Exact copies of all entries are needed. Pictures are to be left out.

*** Opening INPUT DATA ***

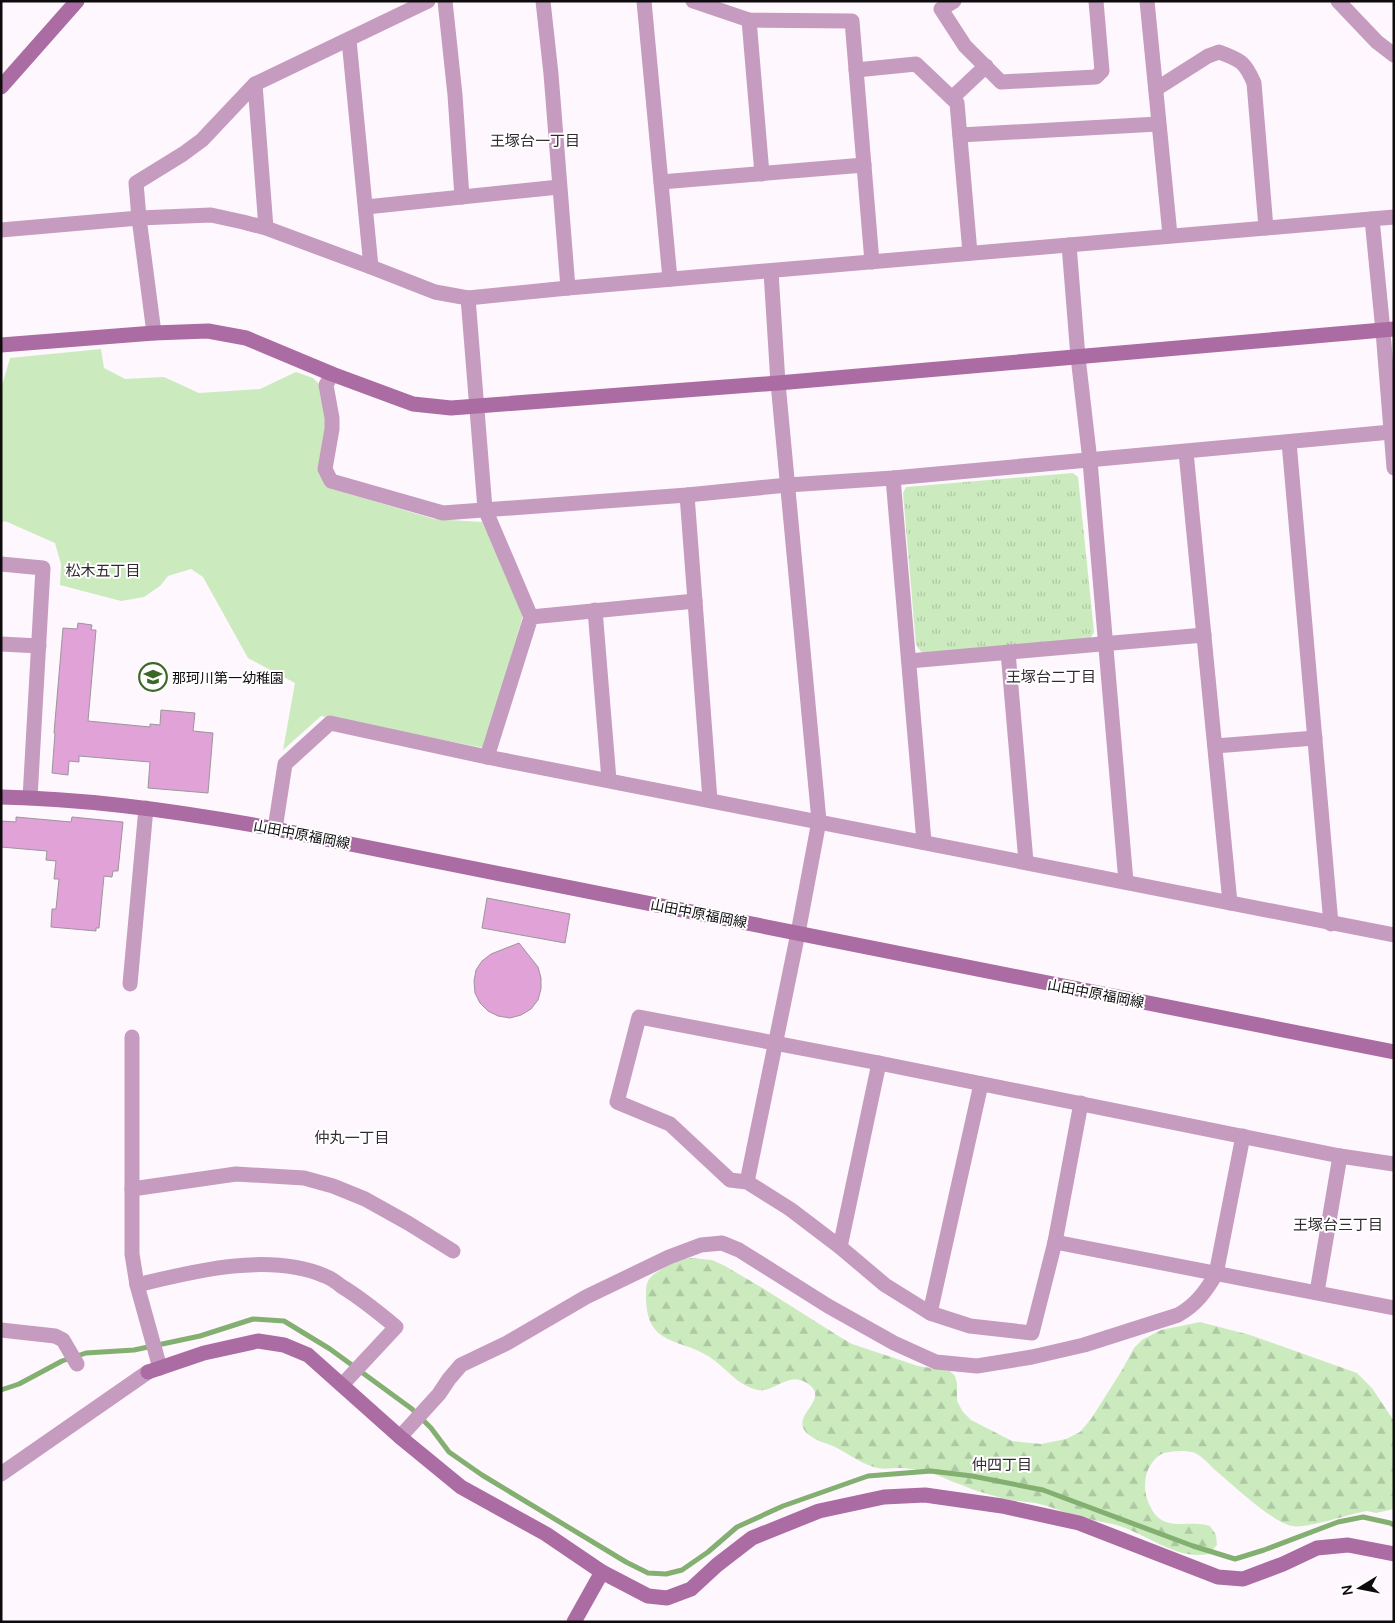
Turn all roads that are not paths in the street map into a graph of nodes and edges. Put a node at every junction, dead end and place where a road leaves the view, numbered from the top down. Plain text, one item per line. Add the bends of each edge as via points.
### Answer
1 (77, 1) edge
2 (428, 1) edge
3 (445, 1) edge
4 (543, 1) edge
5 (644, 1) edge
6 (693, 1) edge
7 (954, 1) edge
8 (1096, 1) edge
9 (1147, 1) edge
10 (1338, 1) edge
11 (750, 20) junction
12 (348, 40) junction
13 (1394, 55) edge
14 (986, 66) junction
15 (856, 70) junction
16 (255, 84) junction
17 (1, 87) edge
18 (1156, 89) junction
19 (952, 98) junction
20 (1158, 124) junction
21 (960, 135) junction
22 (864, 165) junction
23 (762, 174) junction
24 (661, 182) junction
25 (559, 187) junction
26 (462, 197) junction
27 (366, 207) junction
28 (1394, 217) edge
29 (140, 218) junction
30 (1372, 219) junction
31 (266, 228) junction
32 (1266, 228) junction
33 (1, 230) edge
34 (1170, 235) junction
35 (1069, 245) junction
36 (970, 253) junction
37 (872, 262) junction
38 (371, 267) junction
39 (771, 272) junction
40 (670, 279) junction
41 (568, 288) junction
42 (468, 298) junction
43 (1388, 330) edge
44 (154, 333) junction
45 (1, 345) edge
46 (1078, 357) junction
47 (332, 374) junction
48 (778, 383) junction
49 (477, 407) junction
50 (1391, 432) junction
51 (1289, 442) junction
52 (1186, 452) junction
53 (1090, 461) junction
54 (1394, 468) edge
55 (893, 478) junction
56 (788, 485) junction
57 (687, 495) junction
58 (485, 509) junction
59 (1, 564) edge
60 (695, 601) junction
61 (595, 610) junction
62 (531, 617) junction
63 (1204, 635) junction
64 (1105, 643) junction
65 (1, 644) edge
66 (39, 646) junction
67 (1008, 652) junction
68 (909, 662) junction
69 (1315, 738) junction
70 (1215, 746) junction
71 (487, 757) junction
72 (609, 780) junction
73 (1, 797) edge
74 (30, 798) junction
75 (710, 800) junction
76 (146, 808) junction
77 (819, 821) junction
78 (275, 828) junction
79 (924, 842) junction
80 (1026, 862) junction
81 (1126, 882) junction
82 (1230, 903) junction
83 (1331, 924) junction
84 (798, 933) junction
85 (1394, 935) edge
86 (130, 984) dead end
87 (132, 1036) dead end
88 (775, 1043) junction
89 (1394, 1052) edge
90 (879, 1063) junction
91 (981, 1084) junction
92 (1081, 1103) junction
93 (1243, 1136) junction
94 (1340, 1156) junction
95 (1393, 1159) edge
96 (747, 1182) junction
97 (132, 1189) junction
98 (1055, 1242) junction
99 (840, 1247) junction
100 (453, 1251) dead end
101 (1216, 1274) junction
102 (137, 1284) junction
103 (1317, 1292) junction
104 (1394, 1308) edge
105 (930, 1313) junction
106 (1, 1330) edge
107 (77, 1364) dead end
108 (154, 1370) junction
109 (342, 1385) junction
110 (400, 1437) junction
111 (1, 1474) edge
112 (1394, 1554) edge
113 (602, 1572) junction
114 (574, 1622) edge

1 - 17 street
2 - 12 street
3 - 26 street
4 - 25 street
5 - 24 street
6 - 11 street
7 - 14 street via 941,9 965,46
8 - 14 street via 1102,71 1096,77 1001,82
9 - 18 street
10 - 13 street via 1376,42
11 - 15 street via 852,21
11 - 23 street
12 - 16 street
12 - 27 street
14 - 19 street
15 - 19 street via 916,64
15 - 22 street
16 - 29 street via 202,140 136,183
16 - 31 street
18 - 20 street
18 - 32 street via 1219,52 1246,66 1254,83
19 - 21 street via 957,103
20 - 21 street
20 - 34 street
21 - 36 street
22 - 23 street
22 - 37 street
23 - 24 street
24 - 40 street
25 - 26 street
25 - 41 street
26 - 27 street
27 - 38 street
28 - 30 street
29 - 31 street via 211,215
29 - 33 street
29 - 44 street
30 - 32 street
30 - 43 street
31 - 38 street
32 - 34 street
34 - 35 street
35 - 36 street
35 - 46 street
36 - 37 street
37 - 39 street
38 - 42 street via 435,292
39 - 40 street
39 - 48 street
40 - 41 street
41 - 42 street
42 - 49 street
43 - 46 street
43 - 50 street
44 - 45 street
44 - 47 street via 208,331 246,338
46 - 48 street
46 - 53 street
47 - 49 street via 413,404
47 - 58 street via 326,385 332,423 325,469 332,481 443,514
48 - 49 street
48 - 56 street
49 - 58 street
50 - 51 street
50 - 54 street
51 - 52 street
51 - 69 street
52 - 53 street
52 - 63 street
53 - 55 street
53 - 64 street
55 - 56 street
55 - 68 street
56 - 57 street
56 - 77 street
57 - 58 street
57 - 60 street
58 - 62 street
59 - 66 street via 43,568
60 - 61 street
60 - 75 street
61 - 62 street
61 - 72 street
62 - 71 street
63 - 64 street
63 - 70 street
64 - 67 street
64 - 81 street
65 - 66 street
66 - 74 street
67 - 68 street
67 - 80 street
68 - 79 street
69 - 70 street
69 - 83 street
70 - 82 street
71 - 72 street
71 - 78 street via 330,723 285,764
72 - 75 street
73 - 74 street, 山田中原福岡線
74 - 76 street, 山田中原福岡線
75 - 77 street
76 - 78 street, 山田中原福岡線
76 - 86 street
77 - 79 street
77 - 84 street
78 - 84 street, 山田中原福岡線
79 - 80 street
80 - 81 street
81 - 82 street
82 - 83 street
83 - 85 street
84 - 88 street
84 - 89 street, 山田中原福岡線
87 - 97 street
88 - 90 street
88 - 96 street
88 - 96 street via 639,1017 617,1102 670,1124 730,1180
90 - 91 street
90 - 99 street
91 - 92 street
91 - 105 street
92 - 93 street
92 - 98 street
93 - 94 street
93 - 101 street
94 - 95 street
94 - 103 street
96 - 99 street via 790,1209
97 - 100 street via 236,1174 304,1178 365,1199
97 - 102 street via 132,1254
98 - 101 street
98 - 105 street via 1032,1333 970,1326
99 - 105 street via 885,1286
101 - 103 street
101 - 110 street via 1207,1290 1178,1315 1084,1344 977,1366 936,1362 828,1306 739,1250 722,1243 702,1245 669,1257 586,1297 461,1365
102 - 108 street
102 - 109 street via 226,1267 260,1265 295,1267 326,1276 361,1298 396,1327
103 - 104 street
106 - 107 street via 55,1336 63,1340
108 - 109 street via 258,1340 284,1345 308,1355
108 - 111 street
109 - 110 street
110 - 113 street via 461,1487 546,1534
112 - 113 street via 1348,1545 1317,1548 1242,1579 1218,1577 1079,1524 1002,1506 925,1495 884,1497 819,1511 752,1538 690,1589 667,1598 648,1596
113 - 114 street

*** Closing INPUT DATA ***

SOLUTION TO THIS TASK ::
Turn all roads that are not paths in the street map into a graph of nodes and edges. Put a node at every junction, dead end and place where a road leaves the view, numbered from the top down. Plain text, one item per line. Add the bends of each edge as via points.
### Answer
1 (77, 1) edge
2 (428, 1) edge
3 (445, 1) edge
4 (543, 1) edge
5 (644, 1) edge
6 (693, 1) edge
7 (954, 1) edge
8 (1096, 1) edge
9 (1147, 1) edge
10 (1338, 1) edge
11 (750, 20) junction
12 (348, 40) junction
13 (1394, 55) edge
14 (986, 66) junction
15 (856, 70) junction
16 (255, 84) junction
17 (1, 87) edge
18 (1156, 89) junction
19 (952, 98) junction
20 (1158, 124) junction
21 (960, 135) junction
22 (864, 165) junction
23 (762, 174) junction
24 (661, 182) junction
25 (559, 187) junction
26 (462, 197) junction
27 (366, 207) junction
28 (1394, 217) edge
29 (140, 218) junction
30 (1372, 219) junction
31 (266, 228) junction
32 (1266, 228) junction
33 (1, 230) edge
34 (1170, 235) junction
35 (1069, 245) junction
36 (970, 253) junction
37 (872, 262) junction
38 (371, 267) junction
39 (771, 272) junction
40 (670, 279) junction
41 (568, 288) junction
42 (468, 298) junction
43 (1388, 330) edge
44 (154, 333) junction
45 (1, 345) edge
46 (1078, 357) junction
47 (332, 374) junction
48 (778, 383) junction
49 (477, 407) junction
50 (1391, 432) junction
51 (1289, 442) junction
52 (1186, 452) junction
53 (1090, 461) junction
54 (1394, 468) edge
55 (893, 478) junction
56 (788, 485) junction
57 (687, 495) junction
58 (485, 509) junction
59 (1, 564) edge
60 (695, 601) junction
61 (595, 610) junction
62 (531, 617) junction
63 (1204, 635) junction
64 (1105, 643) junction
65 (1, 644) edge
66 (39, 646) junction
67 (1008, 652) junction
68 (909, 662) junction
69 (1315, 738) junction
70 (1215, 746) junction
71 (487, 757) junction
72 (609, 780) junction
73 (1, 797) edge
74 (30, 798) junction
75 (710, 800) junction
76 (146, 808) junction
77 (819, 821) junction
78 (275, 828) junction
79 (924, 842) junction
80 (1026, 862) junction
81 (1126, 882) junction
82 (1230, 903) junction
83 (1331, 924) junction
84 (798, 933) junction
85 (1394, 935) edge
86 (130, 984) dead end
87 (132, 1036) dead end
88 (775, 1043) junction
89 (1394, 1052) edge
90 (879, 1063) junction
91 (981, 1084) junction
92 (1081, 1103) junction
93 (1243, 1136) junction
94 (1340, 1156) junction
95 (1393, 1159) edge
96 (747, 1182) junction
97 (132, 1189) junction
98 (1055, 1242) junction
99 (840, 1247) junction
100 (453, 1251) dead end
101 (1216, 1274) junction
102 (137, 1284) junction
103 (1317, 1292) junction
104 (1394, 1308) edge
105 (930, 1313) junction
106 (1, 1330) edge
107 (77, 1364) dead end
108 (154, 1370) junction
109 (342, 1385) junction
110 (400, 1437) junction
111 (1, 1474) edge
112 (1394, 1554) edge
113 (602, 1572) junction
114 (574, 1622) edge

1 - 17 street
2 - 12 street
3 - 26 street
4 - 25 street
5 - 24 street
6 - 11 street
7 - 14 street via 941,9 965,46
8 - 14 street via 1102,71 1096,77 1001,82
9 - 18 street
10 - 13 street via 1376,42
11 - 15 street via 852,21
11 - 23 street
12 - 16 street
12 - 27 street
14 - 19 street
15 - 19 street via 916,64
15 - 22 street
16 - 29 street via 202,140 136,183
16 - 31 street
18 - 20 street
18 - 32 street via 1219,52 1246,66 1254,83
19 - 21 street via 957,103
20 - 21 street
20 - 34 street
21 - 36 street
22 - 23 street
22 - 37 street
23 - 24 street
24 - 40 street
25 - 26 street
25 - 41 street
26 - 27 street
27 - 38 street
28 - 30 street
29 - 31 street via 211,215
29 - 33 street
29 - 44 street
30 - 32 street
30 - 43 street
31 - 38 street
32 - 34 street
34 - 35 street
35 - 36 street
35 - 46 street
36 - 37 street
37 - 39 street
38 - 42 street via 435,292
39 - 40 street
39 - 48 street
40 - 41 street
41 - 42 street
42 - 49 street
43 - 46 street
43 - 50 street
44 - 45 street
44 - 47 street via 208,331 246,338
46 - 48 street
46 - 53 street
47 - 49 street via 413,404
47 - 58 street via 326,385 332,423 325,469 332,481 443,514
48 - 49 street
48 - 56 street
49 - 58 street
50 - 51 street
50 - 54 street
51 - 52 street
51 - 69 street
52 - 53 street
52 - 63 street
53 - 55 street
53 - 64 street
55 - 56 street
55 - 68 street
56 - 57 street
56 - 77 street
57 - 58 street
57 - 60 street
58 - 62 street
59 - 66 street via 43,568
60 - 61 street
60 - 75 street
61 - 62 street
61 - 72 street
62 - 71 street
63 - 64 street
63 - 70 street
64 - 67 street
64 - 81 street
65 - 66 street
66 - 74 street
67 - 68 street
67 - 80 street
68 - 79 street
69 - 70 street
69 - 83 street
70 - 82 street
71 - 72 street
71 - 78 street via 330,723 285,764
72 - 75 street
73 - 74 street, 山田中原福岡線
74 - 76 street, 山田中原福岡線
75 - 77 street
76 - 78 street, 山田中原福岡線
76 - 86 street
77 - 79 street
77 - 84 street
78 - 84 street, 山田中原福岡線
79 - 80 street
80 - 81 street
81 - 82 street
82 - 83 street
83 - 85 street
84 - 88 street
84 - 89 street, 山田中原福岡線
87 - 97 street
88 - 90 street
88 - 96 street
88 - 96 street via 639,1017 617,1102 670,1124 730,1180
90 - 91 street
90 - 99 street
91 - 92 street
91 - 105 street
92 - 93 street
92 - 98 street
93 - 94 street
93 - 101 street
94 - 95 street
94 - 103 street
96 - 99 street via 790,1209
97 - 100 street via 236,1174 304,1178 365,1199
97 - 102 street via 132,1254
98 - 101 street
98 - 105 street via 1032,1333 970,1326
99 - 105 street via 885,1286
101 - 103 street
101 - 110 street via 1207,1290 1178,1315 1084,1344 977,1366 936,1362 828,1306 739,1250 722,1243 702,1245 669,1257 586,1297 461,1365
102 - 108 street
102 - 109 street via 226,1267 260,1265 295,1267 326,1276 361,1298 396,1327
103 - 104 street
106 - 107 street via 55,1336 63,1340
108 - 109 street via 258,1340 284,1345 308,1355
108 - 111 street
109 - 110 street
110 - 113 street via 461,1487 546,1534
112 - 113 street via 1348,1545 1317,1548 1242,1579 1218,1577 1079,1524 1002,1506 925,1495 884,1497 819,1511 752,1538 690,1589 667,1598 648,1596
113 - 114 street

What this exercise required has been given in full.